Saved data entries:
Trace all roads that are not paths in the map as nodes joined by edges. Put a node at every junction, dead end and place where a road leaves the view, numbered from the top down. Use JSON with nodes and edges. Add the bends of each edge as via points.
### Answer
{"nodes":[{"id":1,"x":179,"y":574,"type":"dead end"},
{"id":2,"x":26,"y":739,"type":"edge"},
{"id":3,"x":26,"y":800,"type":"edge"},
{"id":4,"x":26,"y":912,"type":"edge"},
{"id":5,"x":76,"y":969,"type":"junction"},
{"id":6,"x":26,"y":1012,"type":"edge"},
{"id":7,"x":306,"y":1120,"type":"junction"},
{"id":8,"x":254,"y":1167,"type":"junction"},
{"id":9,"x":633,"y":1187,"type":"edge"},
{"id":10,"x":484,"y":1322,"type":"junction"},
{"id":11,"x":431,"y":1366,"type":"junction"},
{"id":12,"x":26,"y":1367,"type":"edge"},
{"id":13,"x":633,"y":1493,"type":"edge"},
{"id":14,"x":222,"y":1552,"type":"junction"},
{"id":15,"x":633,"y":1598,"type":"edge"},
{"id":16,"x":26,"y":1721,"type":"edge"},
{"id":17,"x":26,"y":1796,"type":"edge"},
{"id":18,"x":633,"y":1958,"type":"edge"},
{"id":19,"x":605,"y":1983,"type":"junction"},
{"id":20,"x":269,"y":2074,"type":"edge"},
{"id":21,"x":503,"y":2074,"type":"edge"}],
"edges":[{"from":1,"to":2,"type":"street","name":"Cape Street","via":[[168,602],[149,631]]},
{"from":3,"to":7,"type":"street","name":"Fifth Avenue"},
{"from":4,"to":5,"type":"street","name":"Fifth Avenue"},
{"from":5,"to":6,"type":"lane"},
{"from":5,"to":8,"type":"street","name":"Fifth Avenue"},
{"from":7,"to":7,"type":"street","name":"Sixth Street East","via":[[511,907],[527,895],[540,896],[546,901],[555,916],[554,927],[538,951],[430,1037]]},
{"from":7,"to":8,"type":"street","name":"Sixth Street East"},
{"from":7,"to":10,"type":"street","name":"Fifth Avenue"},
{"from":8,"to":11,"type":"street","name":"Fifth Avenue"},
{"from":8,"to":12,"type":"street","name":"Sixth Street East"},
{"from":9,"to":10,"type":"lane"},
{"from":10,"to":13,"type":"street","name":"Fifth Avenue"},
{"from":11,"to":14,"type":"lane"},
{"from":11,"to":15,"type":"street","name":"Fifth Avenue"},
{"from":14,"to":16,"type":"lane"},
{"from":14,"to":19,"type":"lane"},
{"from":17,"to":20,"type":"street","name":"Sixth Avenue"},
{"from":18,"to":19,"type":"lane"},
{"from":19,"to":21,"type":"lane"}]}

• **What you should do**
Look through the entries above; copy every line holding the string "street".

• **Solution for this task**
"edges":[{"from":1,"to":2,"type":"street","name":"Cape Street","via":[[168,602],[149,631]]},
{"from":3,"to":7,"type":"street","name":"Fifth Avenue"},
{"from":4,"to":5,"type":"street","name":"Fifth Avenue"},
{"from":5,"to":8,"type":"street","name":"Fifth Avenue"},
{"from":7,"to":7,"type":"street","name":"Sixth Street East","via":[[511,907],[527,895],[540,896],[546,901],[555,916],[554,927],[538,951],[430,1037]]},
{"from":7,"to":8,"type":"street","name":"Sixth Street East"},
{"from":7,"to":10,"type":"street","name":"Fifth Avenue"},
{"from":8,"to":11,"type":"street","name":"Fifth Avenue"},
{"from":8,"to":12,"type":"street","name":"Sixth Street East"},
{"from":10,"to":13,"type":"street","name":"Fifth Avenue"},
{"from":11,"to":15,"type":"street","name":"Fifth Avenue"},
{"from":17,"to":20,"type":"street","name":"Sixth Avenue"},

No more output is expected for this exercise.